Artist in Context: Shannon Smith

The work of Sydney-based sculptor Shannon Smith stands apart from much of the trends that currently characterise contemporary art. While ceramics is having its moment in the sun, seen locally in the program of Art Month 2018, and mixed-media art increasingly becomes the norm, Smith works with as a semi-figurative artist primarily in soapstone. Smith’s work exhibits influences from modernist sculptors such as Henry Moore and Isamu Noguchi, however with an increasing level of abstraction. Working from a light-filled studio in Botany, Smith is continuing to ask questions of form and material through her meditations on figure and shape.

Viewing Smith’s work, what immediately strikes the viewer is the visual textures of the sculptures. Smith has been able to harness the inherent qualities of soapstone to create works that rewards an extended engagements as new flows and connections are revealed with each viewing.

For Smith, this result comes from an appreciation of the natural characteristics of soapstone, “what I'm interested in mostly is a real sensory engagement and so what I find that means for me and my work is that I like to start with raw material.”

Smith’s process thus begins with an extended study of the stone itself, which she describes as “my first step after having selected the stone would be to begin drawing it, so I have a lot of drawings of rocks from different angles, but I find that that sort of helps you become quite analytical of what you're actually observing and then I sort of start to try and find a form from within something that already has a bit of a character.”

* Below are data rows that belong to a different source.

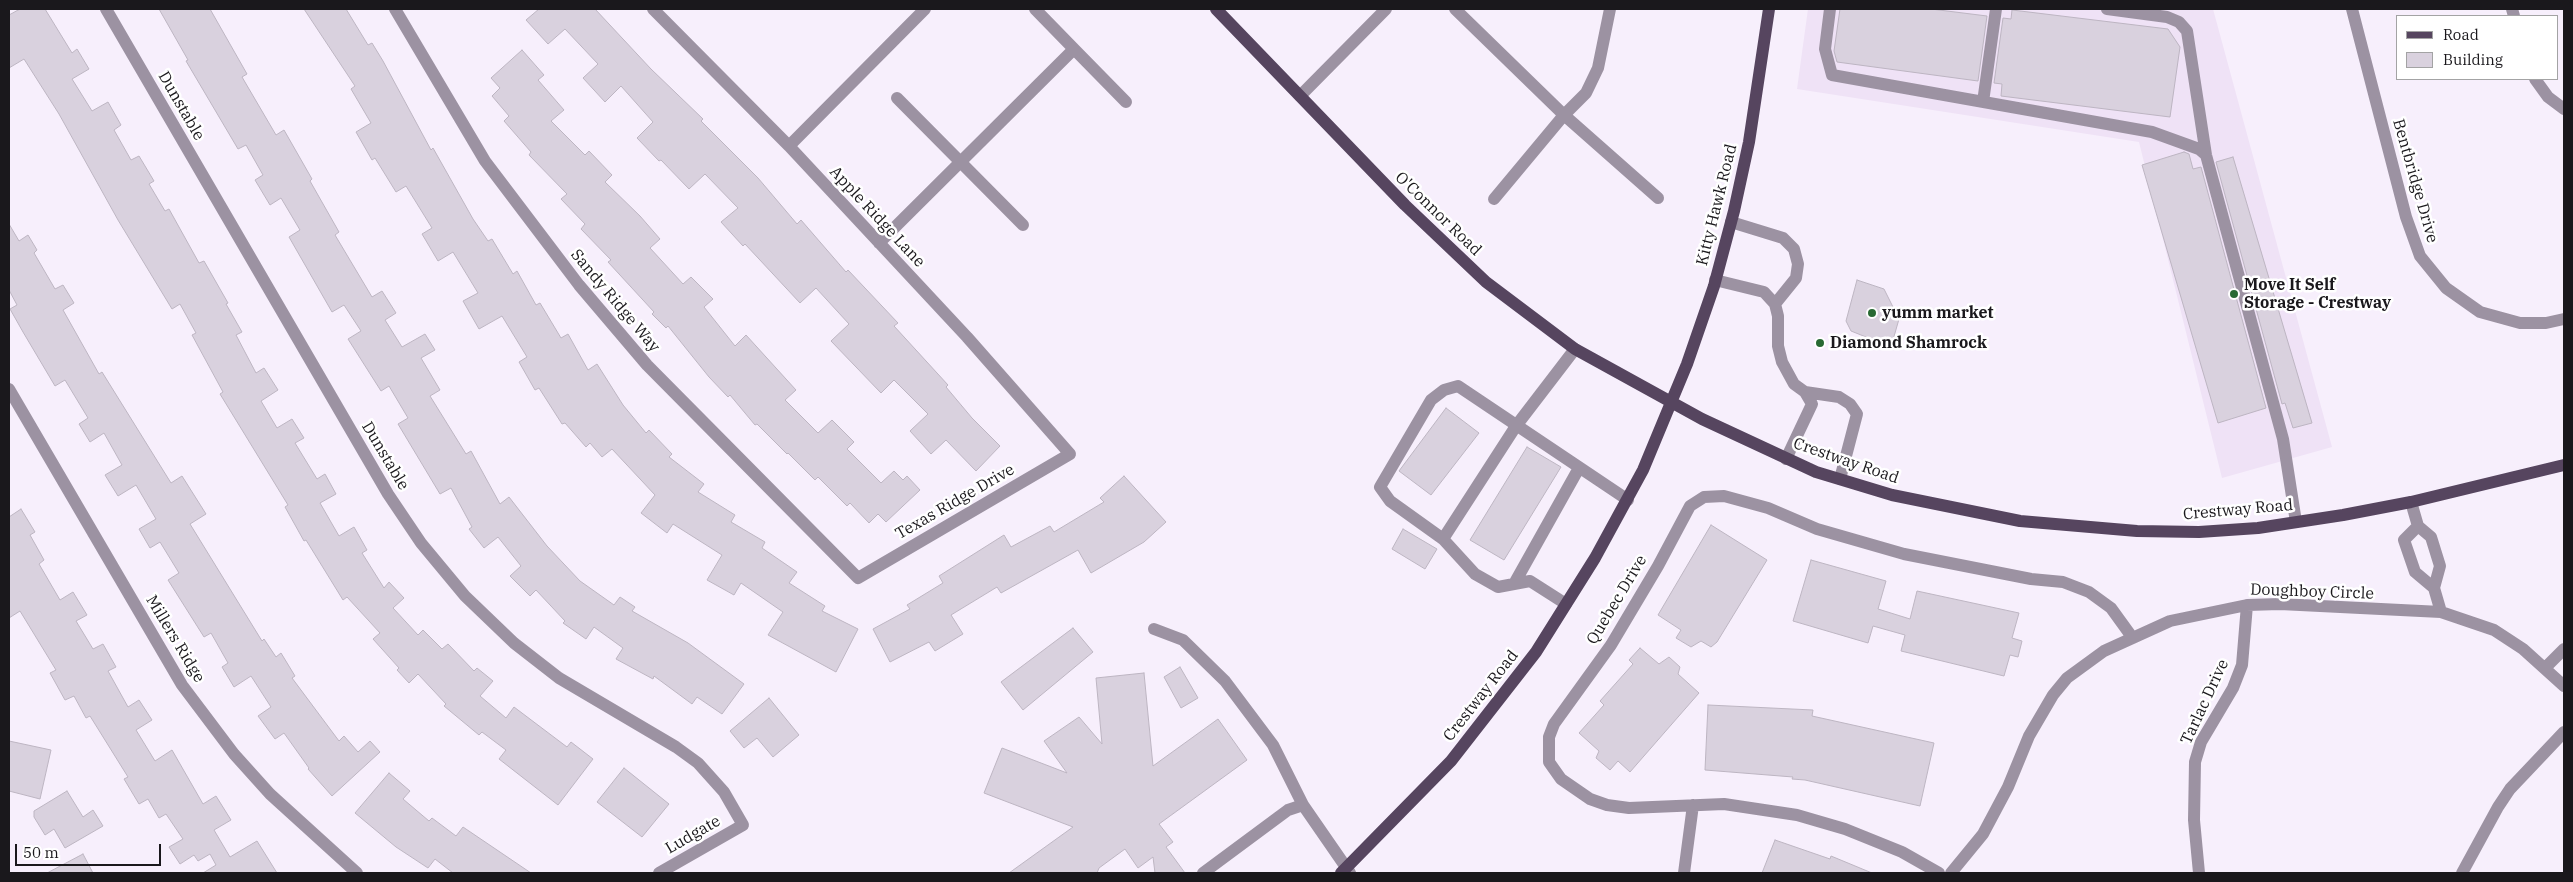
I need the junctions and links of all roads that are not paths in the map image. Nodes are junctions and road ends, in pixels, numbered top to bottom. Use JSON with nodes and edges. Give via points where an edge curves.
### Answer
{"nodes":[{"id":1,"x":106,"y":9,"type":"edge"},
{"id":2,"x":395,"y":9,"type":"edge"},
{"id":3,"x":654,"y":9,"type":"edge"},
{"id":4,"x":925,"y":9,"type":"edge"},
{"id":5,"x":1035,"y":9,"type":"edge"},
{"id":6,"x":1216,"y":9,"type":"edge"},
{"id":7,"x":1386,"y":9,"type":"edge"},
{"id":8,"x":1456,"y":9,"type":"edge"},
{"id":9,"x":1610,"y":9,"type":"edge"},
{"id":10,"x":1769,"y":9,"type":"edge"},
{"id":11,"x":1830,"y":9,"type":"edge"},
{"id":12,"x":1996,"y":9,"type":"edge"},
{"id":13,"x":2107,"y":9,"type":"edge"},
{"id":14,"x":2352,"y":9,"type":"edge"},
{"id":15,"x":2167,"y":13,"type":"edge"},
{"id":16,"x":1074,"y":50,"type":"junction"},
{"id":17,"x":2536,"y":80,"type":"edge"},
{"id":18,"x":1300,"y":96,"type":"junction"},
{"id":19,"x":897,"y":98,"type":"dead end"},
{"id":20,"x":1126,"y":102,"type":"dead end"},
{"id":21,"x":1983,"y":102,"type":"junction"},
{"id":22,"x":2564,"y":109,"type":"edge"},
{"id":23,"x":1564,"y":115,"type":"junction"},
{"id":24,"x":789,"y":146,"type":"junction"},
{"id":25,"x":2206,"y":155,"type":"junction"},
{"id":26,"x":960,"y":162,"type":"junction"},
{"id":27,"x":1658,"y":198,"type":"dead end"},
{"id":28,"x":1494,"y":199,"type":"dead end"},
{"id":29,"x":1731,"y":222,"type":"junction"},
{"id":30,"x":1023,"y":225,"type":"dead end"},
{"id":31,"x":879,"y":243,"type":"junction"},
{"id":32,"x":1715,"y":280,"type":"junction"},
{"id":33,"x":1775,"y":304,"type":"junction"},
{"id":34,"x":2564,"y":319,"type":"edge"},
{"id":35,"x":1575,"y":350,"type":"junction"},
{"id":36,"x":9,"y":389,"type":"edge"},
{"id":37,"x":1805,"y":392,"type":"junction"},
{"id":38,"x":1670,"y":402,"type":"junction"},
{"id":39,"x":1516,"y":426,"type":"junction"},
{"id":40,"x":1070,"y":454,"type":"joint"},
{"id":41,"x":1786,"y":459,"type":"junction"},
{"id":42,"x":2564,"y":465,"type":"edge"},
{"id":43,"x":1579,"y":468,"type":"junction"},
{"id":44,"x":1840,"y":479,"type":"junction"},
{"id":45,"x":1628,"y":500,"type":"junction"},
{"id":46,"x":2411,"y":502,"type":"junction"},
{"id":47,"x":2296,"y":522,"type":"junction"},
{"id":48,"x":2418,"y":526,"type":"junction"},
{"id":49,"x":1443,"y":539,"type":"junction"},
{"id":50,"x":858,"y":578,"type":"joint"},
{"id":51,"x":1514,"y":584,"type":"junction"},
{"id":52,"x":2434,"y":588,"type":"junction"},
{"id":53,"x":1566,"y":604,"type":"junction"},
{"id":54,"x":2247,"y":605,"type":"junction"},
{"id":55,"x":2441,"y":612,"type":"junction"},
{"id":56,"x":1154,"y":629,"type":"dead end"},
{"id":57,"x":2132,"y":636,"type":"junction"},
{"id":58,"x":2564,"y":649,"type":"edge"},
{"id":59,"x":2545,"y":668,"type":"junction"},
{"id":60,"x":2564,"y":686,"type":"edge"},
{"id":61,"x":2564,"y":732,"type":"edge"},
{"id":62,"x":1303,"y":805,"type":"junction"},
{"id":63,"x":1693,"y":805,"type":"junction"},
{"id":64,"x":743,"y":825,"type":"joint"},
{"id":65,"x":1346,"y":872,"type":"edge"},
{"id":66,"x":357,"y":873,"type":"edge"},
{"id":67,"x":659,"y":873,"type":"edge"},
{"id":68,"x":1203,"y":873,"type":"edge"},
{"id":69,"x":1684,"y":873,"type":"edge"},
{"id":70,"x":1939,"y":873,"type":"edge"},
{"id":71,"x":1951,"y":873,"type":"edge"},
{"id":72,"x":2199,"y":873,"type":"edge"},
{"id":73,"x":2462,"y":873,"type":"edge"}],
"edges":[{"from":1,"to":64,"type":"street","name":"Dunstable","via":[[388,494],[421,543],[465,596],[514,643],[559,678],[698,763],[724,792]]},
{"from":2,"to":50,"type":"street","name":"Sandy Ridge Way","via":[[486,161],[579,285],[647,365]]},
{"from":3,"to":24,"type":"street","name":"Apple Ridge Lane"},
{"from":4,"to":24,"type":"street"},
{"from":5,"to":16,"type":"street"},
{"from":6,"to":18,"type":"main road","name":"O'Connor Road"},
{"from":7,"to":18,"type":"street"},
{"from":8,"to":23,"type":"street"},
{"from":9,"to":23,"type":"street","via":[[1598,68],[1586,93]]},
{"from":10,"to":29,"type":"main road","name":"Kitty Hawk Road","via":[[1749,142]]},
{"from":11,"to":21,"type":"street","via":[[1824,49],[1832,75]]},
{"from":12,"to":21,"type":"street"},
{"from":13,"to":15,"type":"street"},
{"from":14,"to":34,"type":"street","name":"Bentbridge Drive","via":[[2406,217],[2420,256],[2446,288],[2480,312],[2520,323]]},
{"from":15,"to":25,"type":"street","via":[[2187,31]]},
{"from":16,"to":20,"type":"street"},
{"from":16,"to":26,"type":"street"},
{"from":17,"to":22,"type":"street","via":[[2548,97]]},
{"from":18,"to":35,"type":"main road","name":"O'Connor Road","via":[[1405,205],[1486,282]]},
{"from":19,"to":26,"type":"street"},
{"from":21,"to":25,"type":"street","via":[[2152,132],[2199,149]]},
{"from":23,"to":27,"type":"street"},
{"from":23,"to":28,"type":"street"},
{"from":24,"to":31,"type":"street","name":"Apple Ridge Lane"},
{"from":25,"to":47,"type":"street","via":[[2283,439]]},
{"from":26,"to":30,"type":"street"},
{"from":26,"to":31,"type":"street"},
{"from":29,"to":32,"type":"main road","name":"Kitty Hawk Road"},
{"from":29,"to":33,"type":"street","via":[[1783,238],[1794,249],[1798,264],[1796,278]]},
{"from":31,"to":40,"type":"street","name":"Apple Ridge Lane"},
{"from":32,"to":33,"type":"street","via":[[1764,292]]},
{"from":32,"to":38,"type":"main road","name":"Kitty Hawk Road","via":[[1688,364]]},
{"from":33,"to":37,"type":"street","via":[[1782,362],[1794,384]]},
{"from":35,"to":38,"type":"main road","name":"O'Connor Road"},
{"from":35,"to":39,"type":"street"},
{"from":36,"to":66,"type":"street","name":"Millers Ridge","via":[[182,686],[234,754],[270,794]]},
{"from":37,"to":41,"type":"street","via":[[1812,404]]},
{"from":37,"to":44,"type":"street","via":[[1839,398],[1850,404],[1857,414]]},
{"from":38,"to":41,"type":"main road","name":"Crestway Road"},
{"from":38,"to":45,"type":"main road","name":"Crestway Road"},
{"from":39,"to":43,"type":"street"},
{"from":39,"to":49,"type":"street"},
{"from":39,"to":49,"type":"street","via":[[1458,386],[1444,390],[1431,400],[1380,487],[1390,501]]},
{"from":40,"to":50,"type":"street","name":"Texas Ridge Drive"},
{"from":41,"to":44,"type":"main road","name":"Crestway Road"},
{"from":42,"to":46,"type":"main road","name":"Crestway Road"},
{"from":43,"to":45,"type":"street"},
{"from":43,"to":51,"type":"street"},
{"from":44,"to":47,"type":"main road","name":"Crestway Road","via":[[1892,495],[2020,521],[2138,531],[2199,532]]},
{"from":45,"to":53,"type":"main road","name":"Crestway Road"},
{"from":46,"to":47,"type":"main road","name":"Crestway Road"},
{"from":46,"to":48,"type":"street"},
{"from":48,"to":52,"type":"street","via":[[2431,537],[2440,566]]},
{"from":48,"to":52,"type":"street","via":[[2404,540],[2415,572]]},
{"from":49,"to":51,"type":"street","via":[[1475,574],[1498,587]]},
{"from":51,"to":53,"type":"street","via":[[1530,581]]},
{"from":52,"to":55,"type":"street"},
{"from":53,"to":65,"type":"main road","name":"Crestway Road","via":[[1536,652],[1450,761]]},
{"from":54,"to":55,"type":"street","name":"Doughboy Circle"},
{"from":54,"to":57,"type":"street","name":"Doughboy Circle","via":[[2170,621]]},
{"from":54,"to":72,"type":"street","name":"Tarlac Drive","via":[[2242,665],[2233,688],[2201,742],[2195,762],[2194,820]]},
{"from":55,"to":59,"type":"street","name":"Doughboy Circle","via":[[2494,630]]},
{"from":56,"to":62,"type":"street","via":[[1183,640],[1225,682],[1273,745]]},
{"from":57,"to":63,"type":"street","name":"Quebec Drive","via":[[2111,608],[2089,592],[2063,582],[2031,579],[1904,554],[1817,529],[1768,508],[1724,496],[1704,497],[1690,506],[1611,645],[1554,724],[1549,737],[1549,762],[1561,779],[1590,799],[1630,808]]},
{"from":57,"to":71,"type":"street","name":"Doughboy Circle","via":[[2104,651],[2067,678],[2053,695],[2029,736],[2008,787],[1982,834]]},
{"from":58,"to":59,"type":"street"},
{"from":59,"to":60,"type":"street","name":"Doughboy Circle"},
{"from":61,"to":73,"type":"street","via":[[2510,789]]},
{"from":62,"to":65,"type":"street"},
{"from":62,"to":68,"type":"street","via":[[1288,810]]},
{"from":63,"to":69,"type":"street"},
{"from":63,"to":70,"type":"street","name":"Quebec Drive","via":[[1724,804],[1797,815],[1845,829],[1902,852]]},
{"from":64,"to":67,"type":"street","name":"Ludgate"}]}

Unlike limestone or sandstone, which are more commonly distributed as pre-cut blocks, soapstone is sold in a rougher, unfinished form that serves to indicate its original shape. Working from this point, Smith undergoes a recursive series of examinations, “I start by complicating the form and then I simplify what I've complicated, and then I try and unify the different viewpoints of the work and then I almost repeat that process.”

Now beginning to work the stone with tools, Smith goes through a subtractive process, one that she describes as “carving on the whole is a measurement of what you can let go of.”

Within this process of letting go, however, is the revelation of the inherent form of the object which was indicated in previous stages of drawing and contemplation. Smith refers to this as the “spine” of the work.

“For me my objects or my sculptures can be real stand-ins for the figure so even when they feel quite abstracted, they still come from a place of the physical human sensory experience.”

Part of the connection between soapstone and the human figure also comes from the sensory qualities of the stone itself. Not only can soapstone be sanded to a higher finish due to its fine pore, the talc content exudes a feeling akin to working with a much softer material.

“The oilyness for me comes back to a feeling of skin,” notes Smith. “So it allows me to see the overall piece as something that has a relationship to flesh.”

While the titles of some of Smith’s work revel their connection to the human body, such as Torso of a Young Boy with a Hole to Pick Him Up By, they also hint at and communicate the avoidance of direct representation, retaining a focus on their sculptural nature. Smith’s work Holding On, selected as a finalist for the 2018 Tom Bass Prize for Figurative Sculpture, also displays this dialogue between human connection and object-focused qualities. As a construction of two carved pieces, balanced against each other, the connection to human interaction is clear, however the work simultaneously reads as a whole: a unified sculptural object.

This dialogue is suggestive of how Smith sees a fruitful iteration of her own work, “for me [it] becomes quite a successful sculpture if it sort of proposes its own question and then seeks to solve its own question.”

Previous focuses on abstraction always gave way to the suggestion of a figurative form, however, in most of Smith’s works, neither dominates.

“I think that there's something really enjoyable about seeing I guess the overlap of the geometric form with the softness or just a hint of something that feels human.”

Whether it is in the sculptural works or the drawings that Smith also includes as part of an online portfolio, “there is something that I'm constantly looking for which is the figure.”

In the search for this figure within stone, Smith has been a collaborator in recent group shows at 220 Creative Space and Gaffa Gallery, however for now is continuing her studio practice and experimenting with the construction of new forms.